───── RECORDS FOR THE EXERCISE ─────

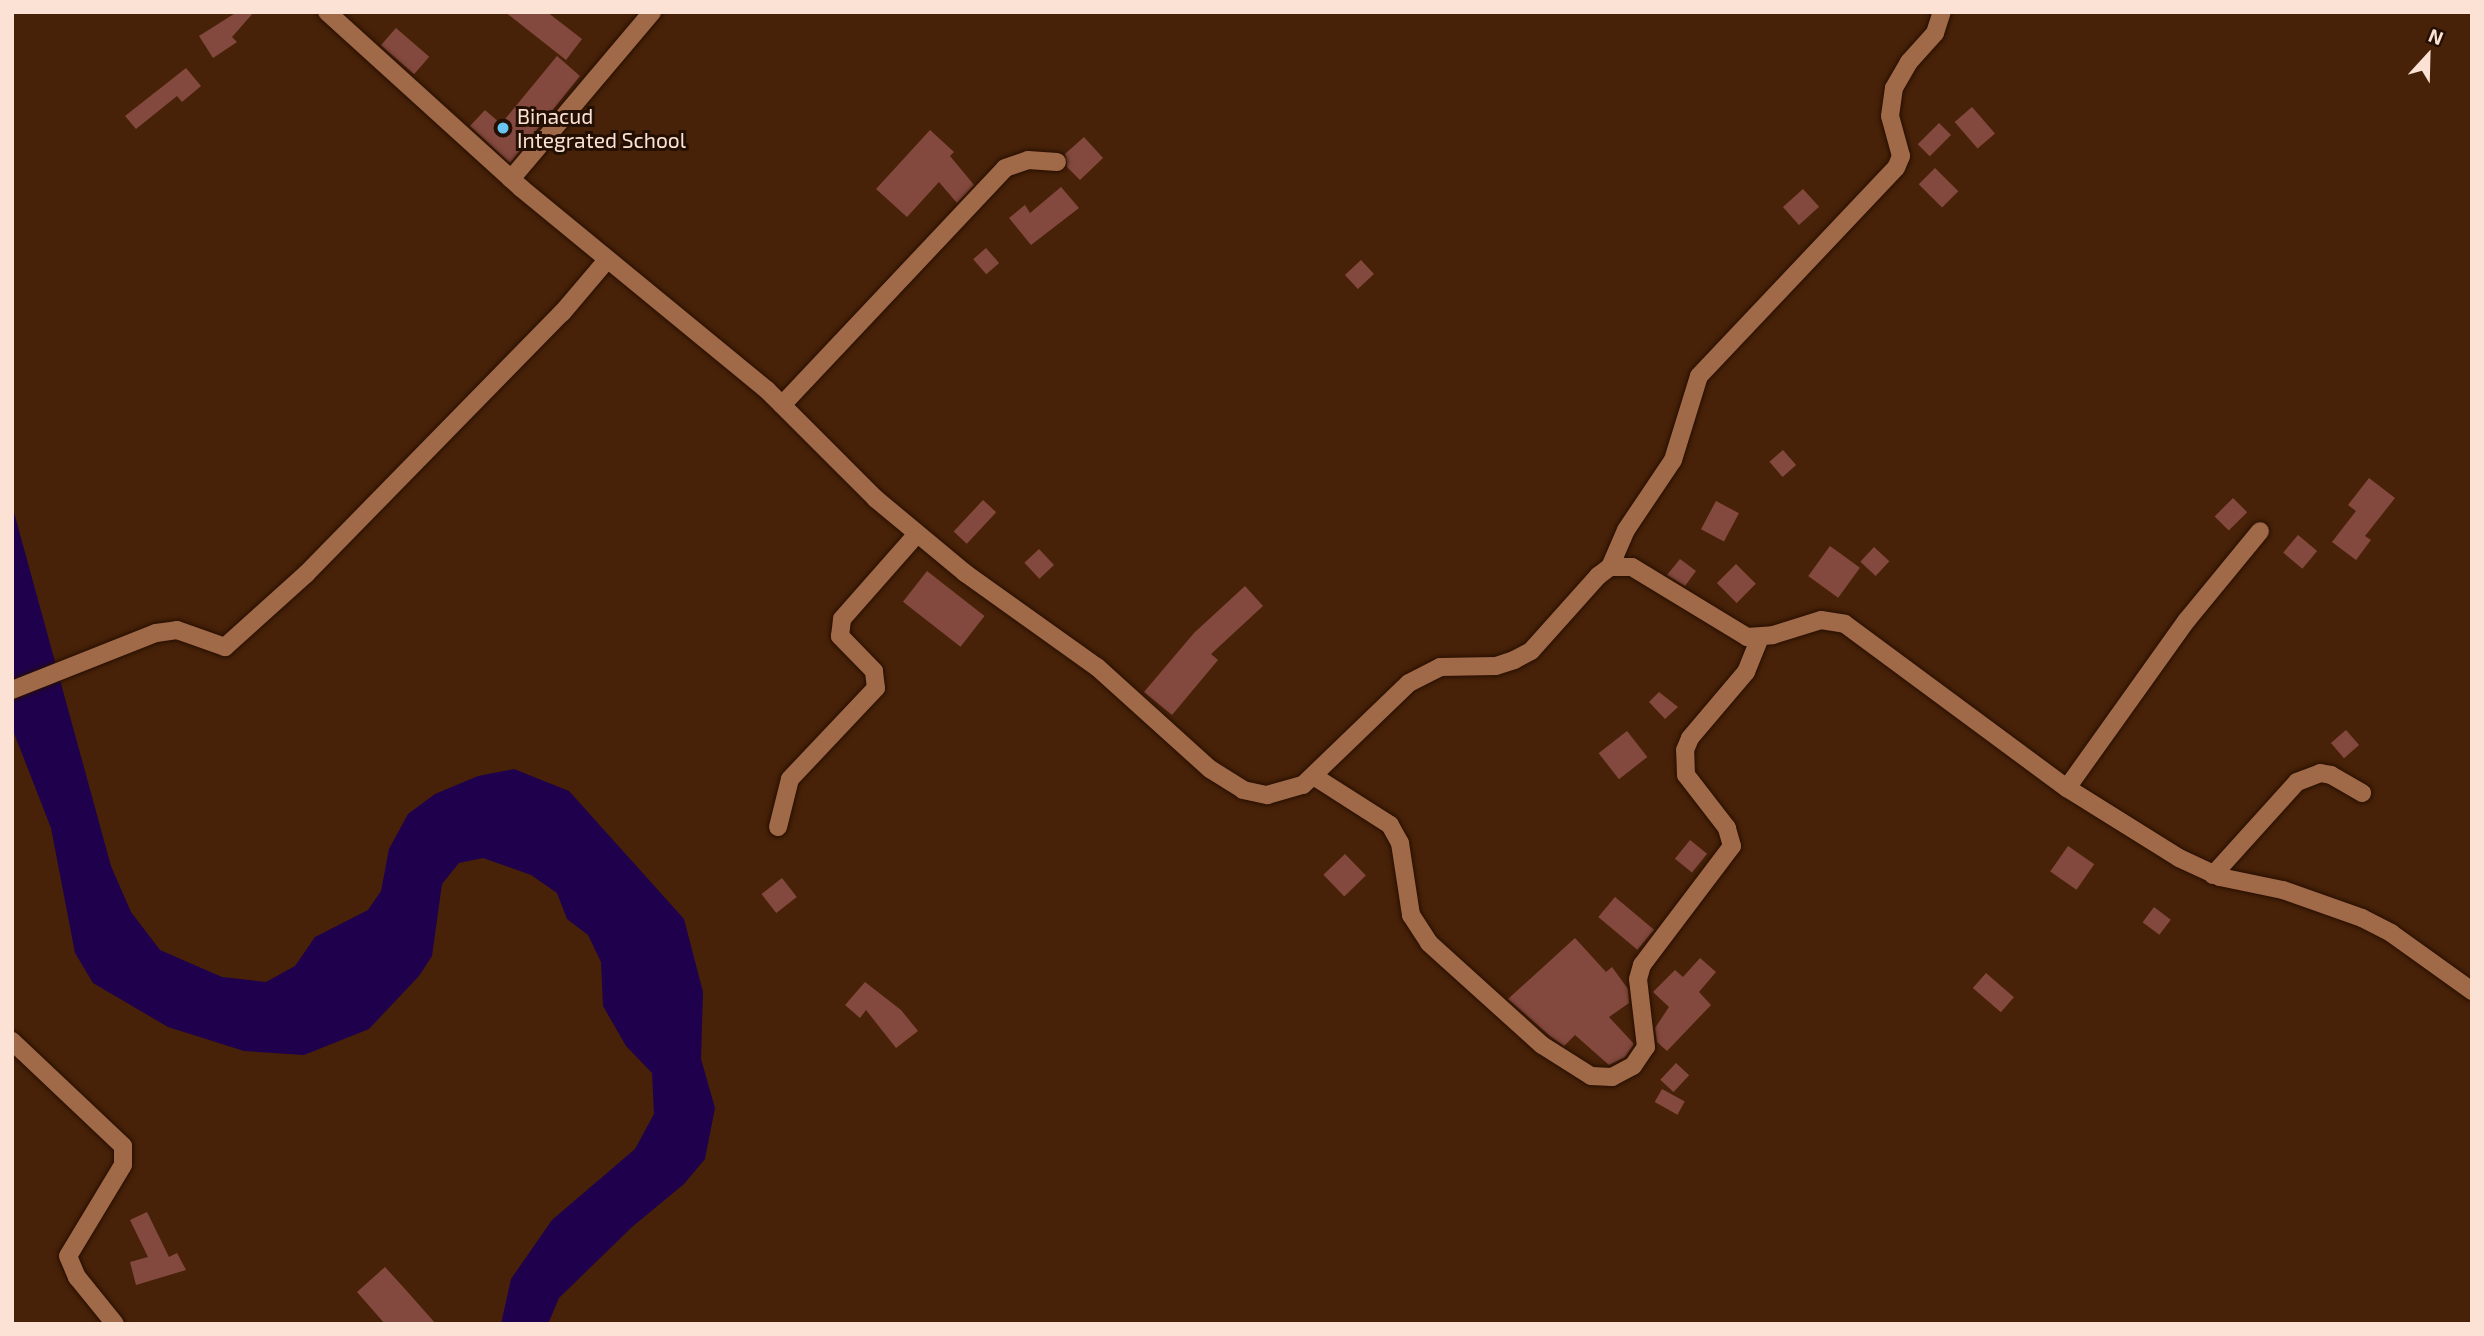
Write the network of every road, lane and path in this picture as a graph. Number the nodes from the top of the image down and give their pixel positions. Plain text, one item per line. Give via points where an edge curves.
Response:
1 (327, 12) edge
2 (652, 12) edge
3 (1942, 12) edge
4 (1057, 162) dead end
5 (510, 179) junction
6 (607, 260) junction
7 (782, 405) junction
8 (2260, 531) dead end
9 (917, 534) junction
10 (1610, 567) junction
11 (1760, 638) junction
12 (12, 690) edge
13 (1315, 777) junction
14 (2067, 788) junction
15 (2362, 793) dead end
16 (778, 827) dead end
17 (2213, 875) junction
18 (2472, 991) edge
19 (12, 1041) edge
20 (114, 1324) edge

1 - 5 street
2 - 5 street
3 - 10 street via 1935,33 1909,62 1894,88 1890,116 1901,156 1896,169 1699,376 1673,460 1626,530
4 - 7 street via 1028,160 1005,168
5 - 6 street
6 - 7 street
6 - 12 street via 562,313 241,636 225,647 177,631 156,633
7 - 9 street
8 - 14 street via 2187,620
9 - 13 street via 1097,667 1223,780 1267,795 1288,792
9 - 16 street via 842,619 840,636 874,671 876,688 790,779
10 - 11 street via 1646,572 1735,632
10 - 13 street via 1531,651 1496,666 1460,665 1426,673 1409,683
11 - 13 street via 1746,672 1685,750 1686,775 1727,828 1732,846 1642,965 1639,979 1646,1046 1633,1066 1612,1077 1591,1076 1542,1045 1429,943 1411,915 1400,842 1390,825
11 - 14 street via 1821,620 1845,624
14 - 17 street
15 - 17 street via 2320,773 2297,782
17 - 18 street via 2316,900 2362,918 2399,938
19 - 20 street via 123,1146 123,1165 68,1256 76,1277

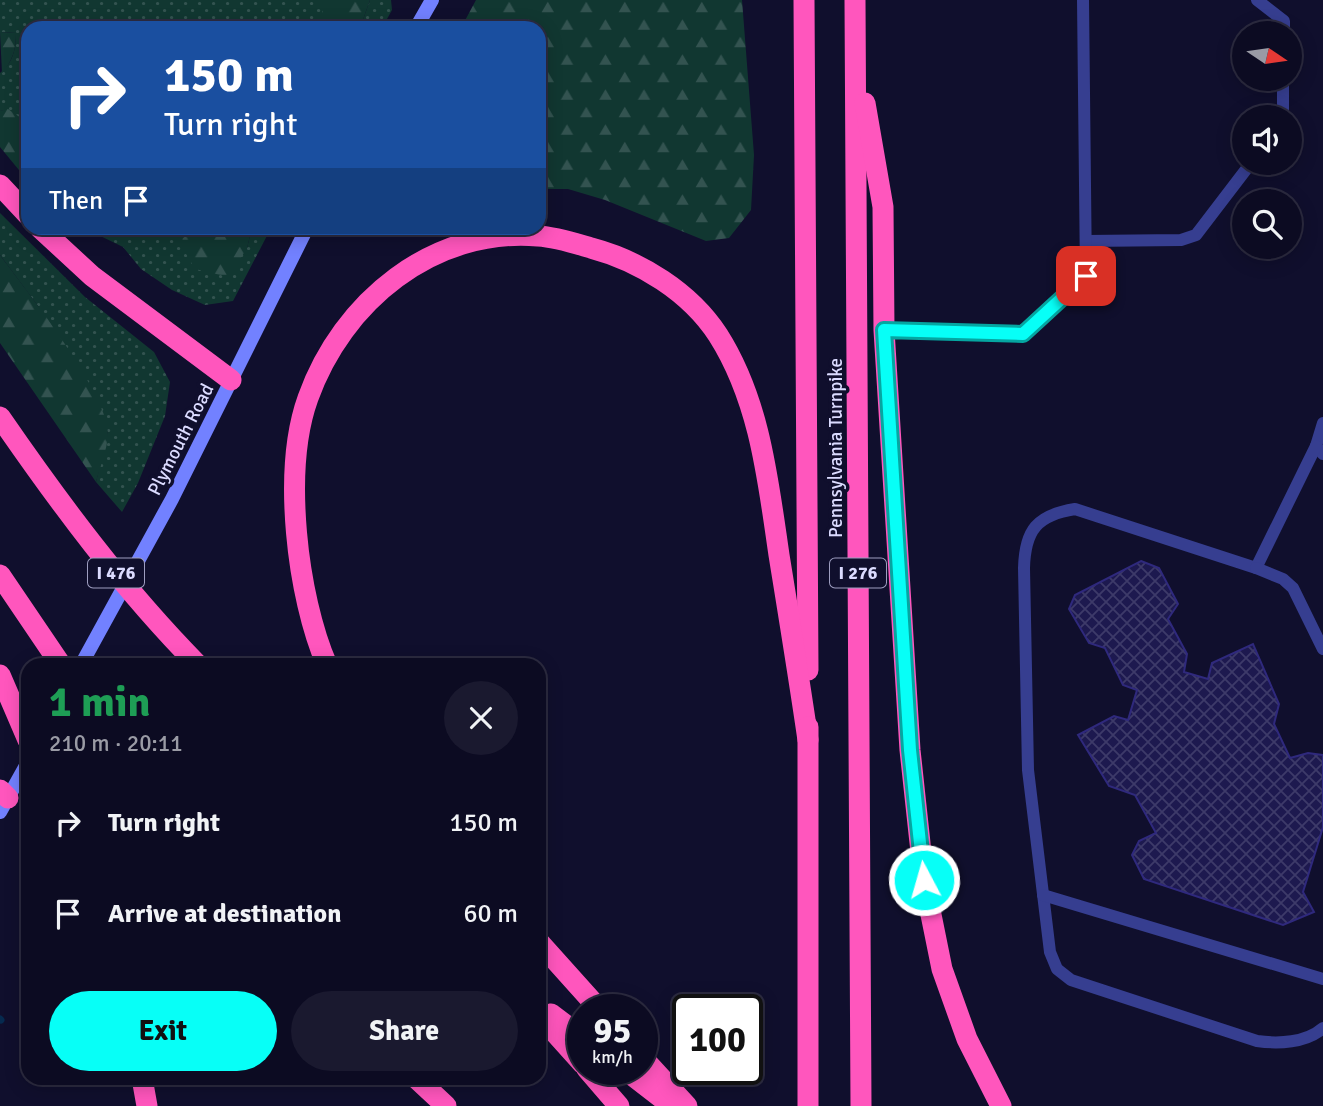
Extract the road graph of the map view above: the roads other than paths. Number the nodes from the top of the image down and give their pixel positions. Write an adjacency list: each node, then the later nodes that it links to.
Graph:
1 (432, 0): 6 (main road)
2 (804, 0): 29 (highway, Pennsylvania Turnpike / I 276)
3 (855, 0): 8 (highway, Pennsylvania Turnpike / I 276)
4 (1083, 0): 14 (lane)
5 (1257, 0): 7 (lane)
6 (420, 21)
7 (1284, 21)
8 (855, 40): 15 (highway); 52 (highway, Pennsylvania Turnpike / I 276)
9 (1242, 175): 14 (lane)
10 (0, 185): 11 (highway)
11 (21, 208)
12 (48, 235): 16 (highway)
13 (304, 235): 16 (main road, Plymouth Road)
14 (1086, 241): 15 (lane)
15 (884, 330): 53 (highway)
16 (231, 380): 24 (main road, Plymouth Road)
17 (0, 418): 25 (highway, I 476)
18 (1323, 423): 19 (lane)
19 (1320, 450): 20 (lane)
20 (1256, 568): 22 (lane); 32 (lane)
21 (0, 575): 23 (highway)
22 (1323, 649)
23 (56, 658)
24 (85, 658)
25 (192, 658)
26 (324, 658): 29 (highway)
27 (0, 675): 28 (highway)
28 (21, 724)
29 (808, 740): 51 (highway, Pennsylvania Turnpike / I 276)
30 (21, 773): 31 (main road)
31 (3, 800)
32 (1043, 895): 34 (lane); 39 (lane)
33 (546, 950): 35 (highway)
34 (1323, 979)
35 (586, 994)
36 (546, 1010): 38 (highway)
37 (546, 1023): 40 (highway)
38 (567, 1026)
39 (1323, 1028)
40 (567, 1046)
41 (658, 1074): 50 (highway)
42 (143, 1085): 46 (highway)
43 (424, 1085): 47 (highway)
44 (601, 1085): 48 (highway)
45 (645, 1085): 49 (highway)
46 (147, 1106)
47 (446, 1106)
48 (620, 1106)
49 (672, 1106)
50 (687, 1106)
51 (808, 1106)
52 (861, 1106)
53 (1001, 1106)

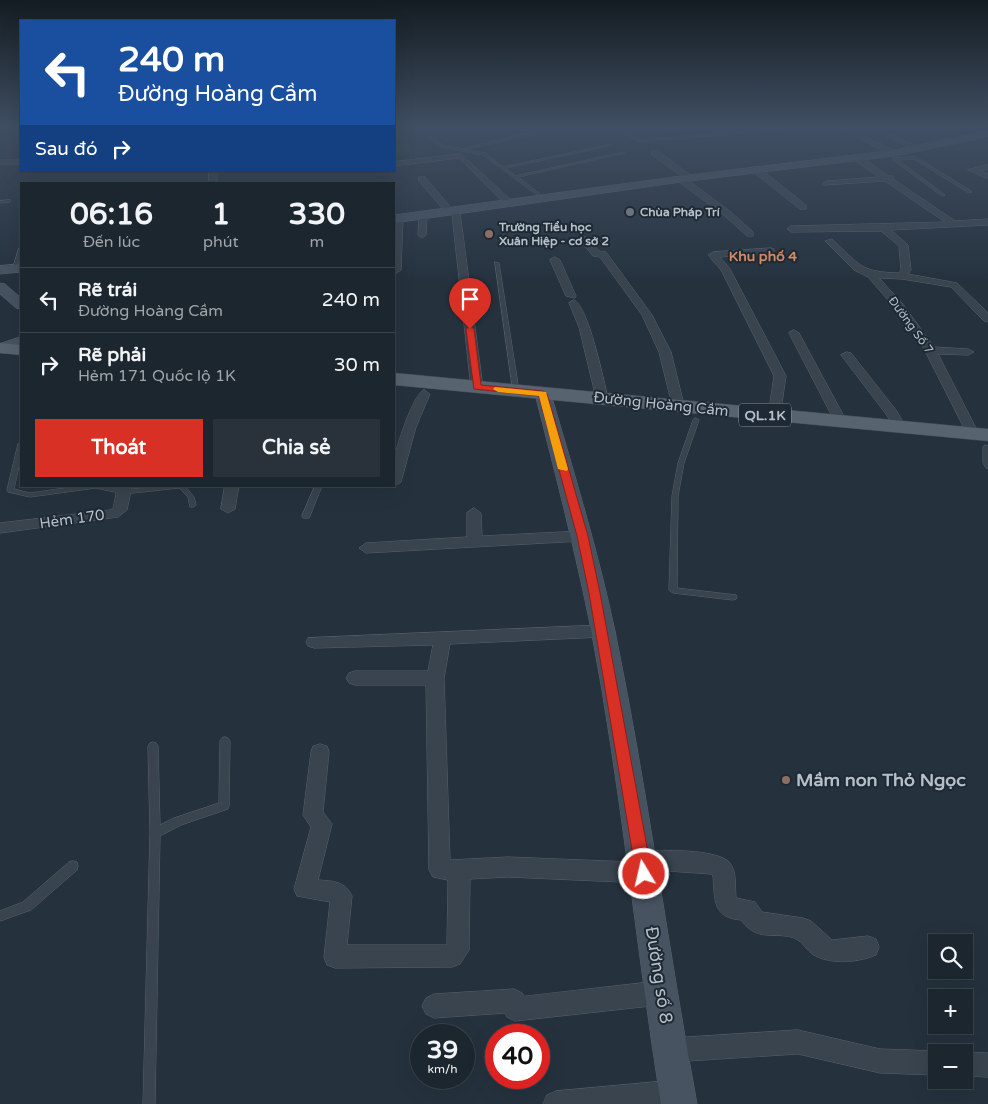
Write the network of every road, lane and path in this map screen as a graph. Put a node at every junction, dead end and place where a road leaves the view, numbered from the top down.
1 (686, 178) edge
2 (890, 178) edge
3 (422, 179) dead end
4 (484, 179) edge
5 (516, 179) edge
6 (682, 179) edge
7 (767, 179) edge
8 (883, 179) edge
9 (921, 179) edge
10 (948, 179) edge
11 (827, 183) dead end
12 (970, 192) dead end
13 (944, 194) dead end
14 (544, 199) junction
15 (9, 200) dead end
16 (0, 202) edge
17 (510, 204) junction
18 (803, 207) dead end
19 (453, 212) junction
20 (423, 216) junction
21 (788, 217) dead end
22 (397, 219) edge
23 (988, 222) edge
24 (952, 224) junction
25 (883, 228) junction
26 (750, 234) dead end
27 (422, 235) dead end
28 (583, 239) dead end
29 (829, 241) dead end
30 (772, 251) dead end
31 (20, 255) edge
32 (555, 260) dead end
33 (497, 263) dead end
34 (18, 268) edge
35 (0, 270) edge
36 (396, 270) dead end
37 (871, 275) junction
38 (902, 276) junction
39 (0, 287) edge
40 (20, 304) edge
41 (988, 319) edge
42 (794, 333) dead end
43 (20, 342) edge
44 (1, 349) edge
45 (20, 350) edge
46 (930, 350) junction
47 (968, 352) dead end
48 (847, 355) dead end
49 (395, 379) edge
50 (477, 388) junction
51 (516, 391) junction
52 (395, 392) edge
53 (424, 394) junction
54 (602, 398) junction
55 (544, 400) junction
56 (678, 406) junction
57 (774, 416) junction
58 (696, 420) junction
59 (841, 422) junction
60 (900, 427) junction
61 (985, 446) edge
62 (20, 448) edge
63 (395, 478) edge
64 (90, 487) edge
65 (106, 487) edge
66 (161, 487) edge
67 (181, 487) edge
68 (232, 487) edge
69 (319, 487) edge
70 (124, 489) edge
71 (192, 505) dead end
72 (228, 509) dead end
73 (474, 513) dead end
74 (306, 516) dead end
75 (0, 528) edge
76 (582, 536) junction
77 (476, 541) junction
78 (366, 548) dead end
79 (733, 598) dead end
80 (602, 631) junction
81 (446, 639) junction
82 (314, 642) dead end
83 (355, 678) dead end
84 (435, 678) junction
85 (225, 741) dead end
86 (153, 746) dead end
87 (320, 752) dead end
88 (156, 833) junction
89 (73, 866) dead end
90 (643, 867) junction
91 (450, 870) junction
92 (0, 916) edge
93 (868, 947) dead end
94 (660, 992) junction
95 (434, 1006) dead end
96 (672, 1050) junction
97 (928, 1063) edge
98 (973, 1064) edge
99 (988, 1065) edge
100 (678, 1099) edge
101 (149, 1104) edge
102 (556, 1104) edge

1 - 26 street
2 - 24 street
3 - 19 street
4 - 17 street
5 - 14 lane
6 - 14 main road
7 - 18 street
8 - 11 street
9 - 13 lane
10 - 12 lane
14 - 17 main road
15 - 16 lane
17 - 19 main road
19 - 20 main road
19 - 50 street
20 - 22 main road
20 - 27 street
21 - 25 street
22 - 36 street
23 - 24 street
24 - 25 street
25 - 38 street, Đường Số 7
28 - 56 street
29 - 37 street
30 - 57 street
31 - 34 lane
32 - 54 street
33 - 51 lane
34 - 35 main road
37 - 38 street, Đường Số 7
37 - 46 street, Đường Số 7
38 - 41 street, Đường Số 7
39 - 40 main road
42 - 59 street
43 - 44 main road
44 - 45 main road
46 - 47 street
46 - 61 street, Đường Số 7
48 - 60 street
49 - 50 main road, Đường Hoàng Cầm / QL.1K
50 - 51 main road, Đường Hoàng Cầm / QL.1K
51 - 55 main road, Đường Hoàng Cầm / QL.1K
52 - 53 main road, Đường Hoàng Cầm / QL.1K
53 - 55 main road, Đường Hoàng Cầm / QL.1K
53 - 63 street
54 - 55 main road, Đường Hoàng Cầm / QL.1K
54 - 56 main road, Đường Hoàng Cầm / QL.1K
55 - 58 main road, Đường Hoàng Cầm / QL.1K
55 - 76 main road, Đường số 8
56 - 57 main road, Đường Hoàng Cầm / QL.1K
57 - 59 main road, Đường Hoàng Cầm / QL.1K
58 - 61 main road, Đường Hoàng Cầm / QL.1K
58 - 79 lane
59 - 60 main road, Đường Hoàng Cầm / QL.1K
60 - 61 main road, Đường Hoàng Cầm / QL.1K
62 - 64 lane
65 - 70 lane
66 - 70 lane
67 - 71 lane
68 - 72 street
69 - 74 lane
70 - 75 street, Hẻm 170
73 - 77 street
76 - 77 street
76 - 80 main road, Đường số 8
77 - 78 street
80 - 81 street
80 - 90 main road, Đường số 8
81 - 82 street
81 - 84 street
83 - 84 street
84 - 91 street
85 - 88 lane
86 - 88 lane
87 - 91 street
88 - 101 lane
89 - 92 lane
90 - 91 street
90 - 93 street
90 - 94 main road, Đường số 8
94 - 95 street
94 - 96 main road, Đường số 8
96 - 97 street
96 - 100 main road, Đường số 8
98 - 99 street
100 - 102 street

─────

[TO DO]
Reply with one number, the count of lines in the data that contain "their".

[TASK RESULT]
2